The new Critical Infrastructure Supply Chain Council aims to advance uniform, national polices that bolster U.S. supply chains and ensure the timely flow of critical items
The Consumer Brands Association (CBA) has launched the Critical Infrastructure Supply Chain Council (CISCC), a coordinated effort of 35-plus trade associations dedicated to tackling both long- and short-term supply chain problems and weaknesses, including those exposed by the COVID-19 pandemic.
“The coronavirus has brought our country’s supply chains to life for consumers and policymakers, demonstrating what can happen when even just a small component of these complex networks is interrupted,” said Bryan Zumwalt, EVP of public affairs at Arlington, Va.-based CBA. “The way we do business will inevitably evolve, and it’s the council’s goal to ensure these issues are on the forefront of lawmakers’ minds, instead of an afterthought.”
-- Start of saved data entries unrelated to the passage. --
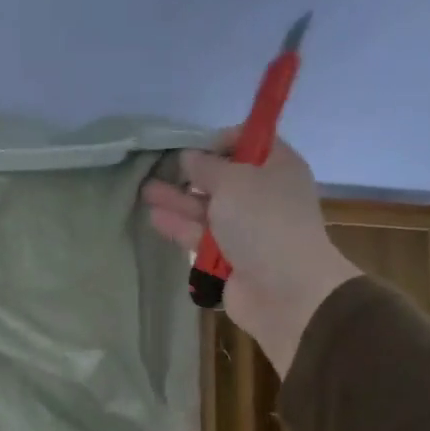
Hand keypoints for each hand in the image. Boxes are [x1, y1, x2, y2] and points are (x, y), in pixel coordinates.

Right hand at [142, 134, 360, 373]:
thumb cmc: (264, 222)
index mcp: (278, 168)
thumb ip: (207, 167)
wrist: (284, 290)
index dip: (221, 141)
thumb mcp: (234, 181)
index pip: (252, 143)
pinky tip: (155, 217)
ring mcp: (246, 229)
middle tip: (158, 167)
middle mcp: (264, 195)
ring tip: (145, 191)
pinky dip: (180, 226)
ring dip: (178, 199)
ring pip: (207, 209)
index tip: (193, 145)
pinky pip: (201, 237)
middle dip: (191, 173)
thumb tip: (189, 157)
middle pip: (223, 178)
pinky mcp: (229, 258)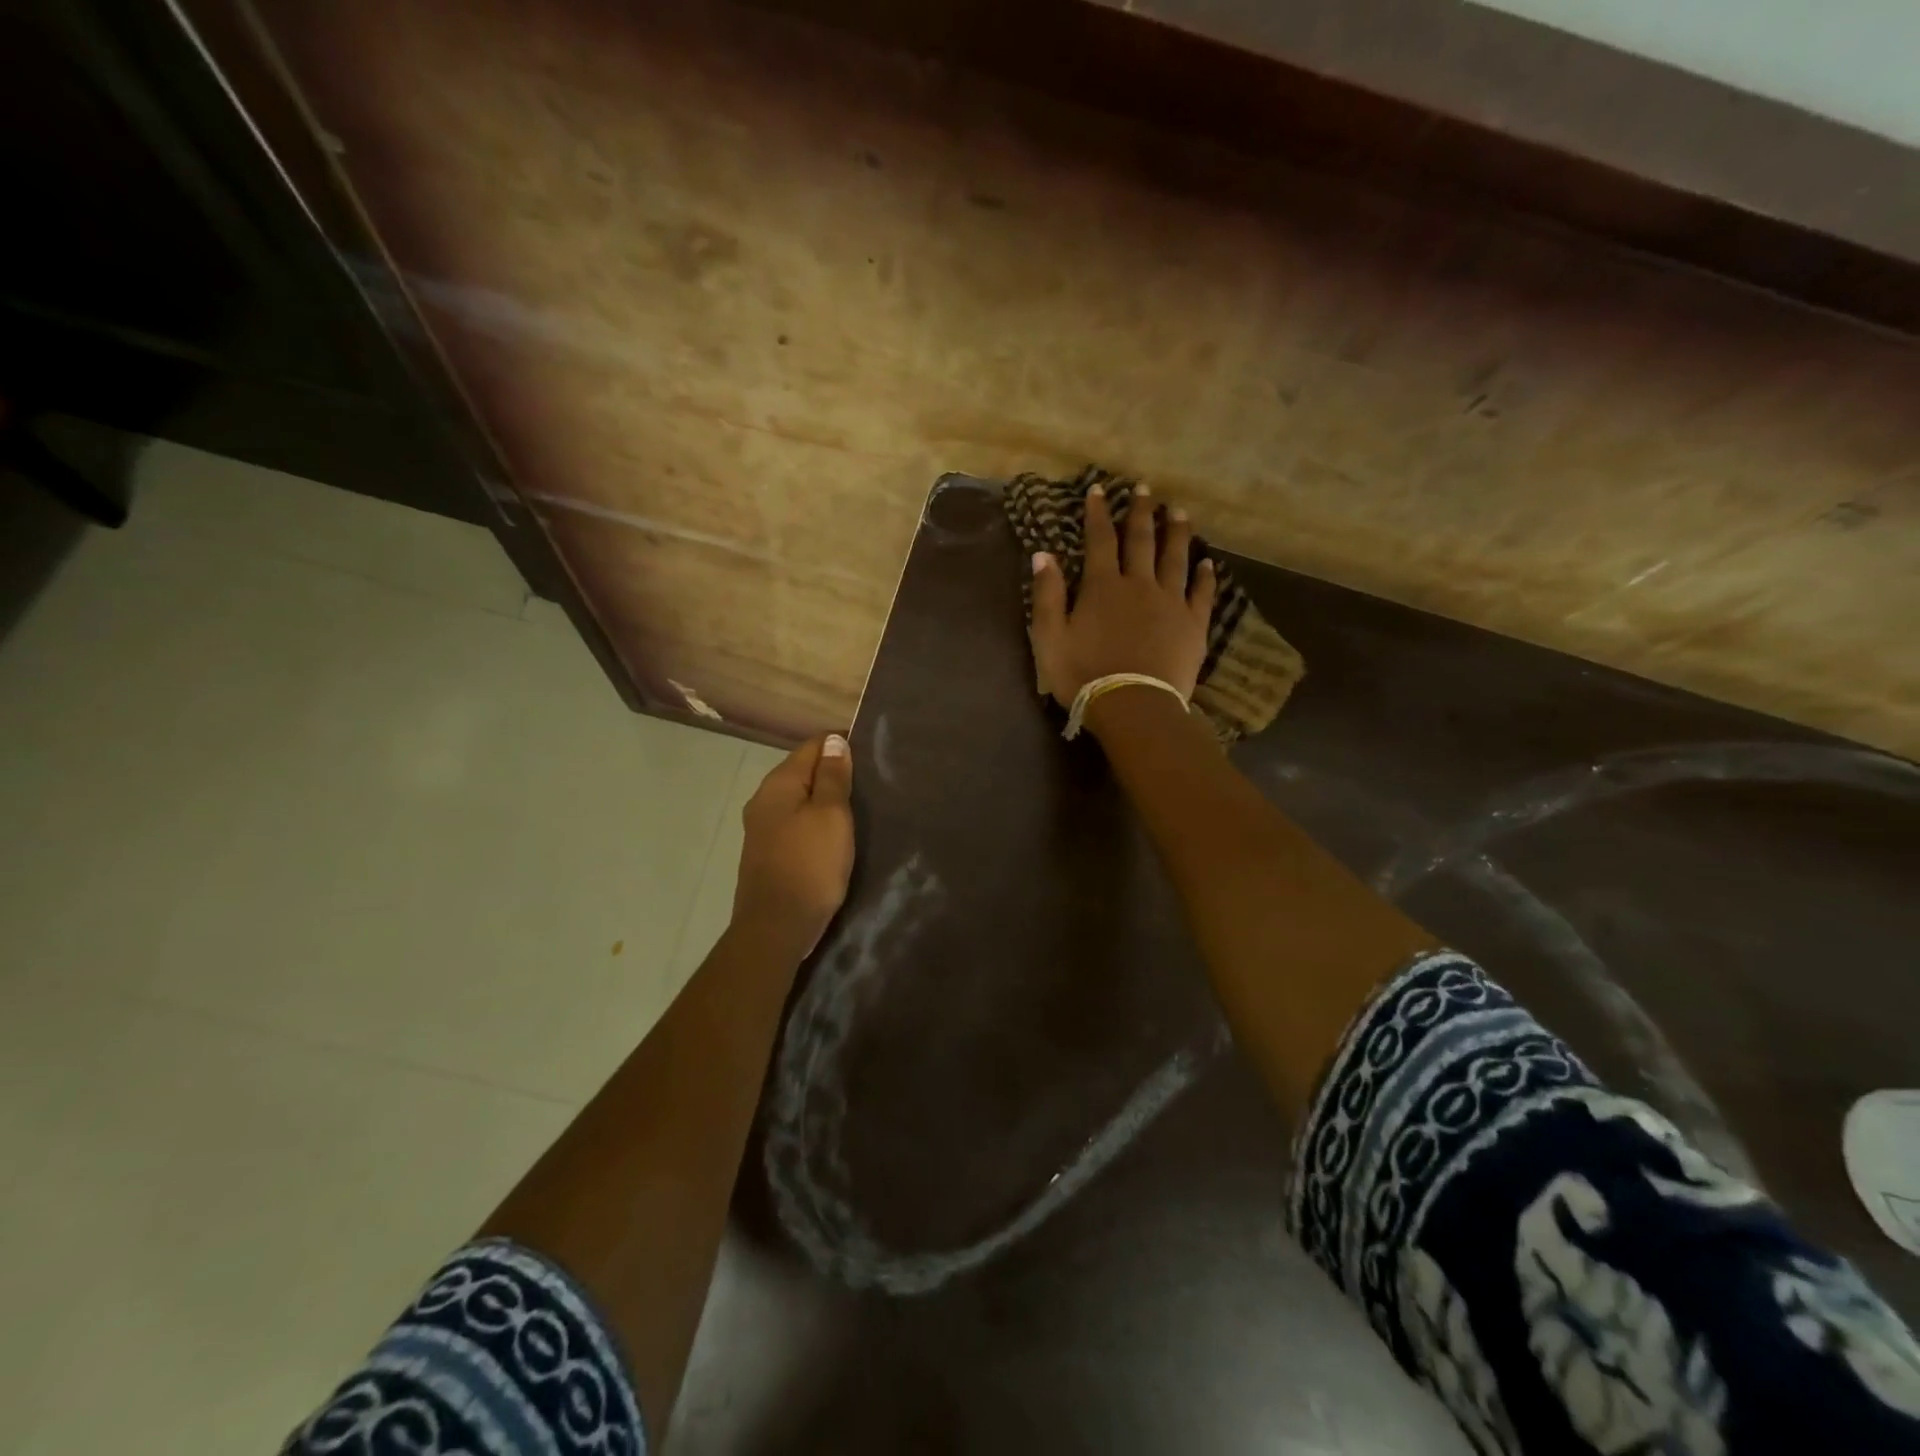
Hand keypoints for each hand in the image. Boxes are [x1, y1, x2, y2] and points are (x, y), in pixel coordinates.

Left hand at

Building on the collective strength of the various industry groups represented, the CISCC aims to advance uniform, national polices that bolster U.S. supply chains and ensure the timely flow of critical items. To that end, the council will:
Share information with federal, state and local officials on the importance and operations of critical supply chains, as well as offering recommendations and suggested best practices.
Leverage the experience and resources of its members to engage federal, state and local governments to find solutions in response to potential breakdowns.
Serve as a forum across industries to anticipate, spotlight and address future supply chain challenges.
According to CBA research, the pandemic has caused production volume to rise across the consumer packaged goods (CPG) industry, but 85% of CPG companies remain concerned about their ability to meet consumer demand.
Amid the crisis, CBA has worked with federal and state agencies to implement policies as greater flexibility for truck weight limits and truck driver hours of service and, with the U.S. House of Representatives, the introduction of the bipartisan Congressional Supply Chain Caucus. The organization continues to call for a White House Office of Supply Chain to coordinate supply chain efforts across the federal government, and is collaborating with the U.S. Department of State on international supply chain and trade challenges.
The CISCC’s executive committee, which will lead its priorities and initiatives, is as follows: John Bode, Corn Refiners Association; Kim Cooper, North American Millers’ Association; Ross Eisenberg, American Chemistry Council; Jon Gold, National Retail Federation; Dawson Hobbs, Wine & Spirits Wholesalers of America; Rachel Jones, National Association of Manufacturers; Kelly Knowles, American Bakers Association; and Tom Madrecki, Consumer Brands Association
“The coronavirus crisis highlighted the importance of our supply chains in getting consumers the products they need, when and where they need them,” observed Madrecki. “The CISCC provides a real opportunity to build a strategic supply chain policy approach that accelerates industry growth and address existing friction points in supply chains.”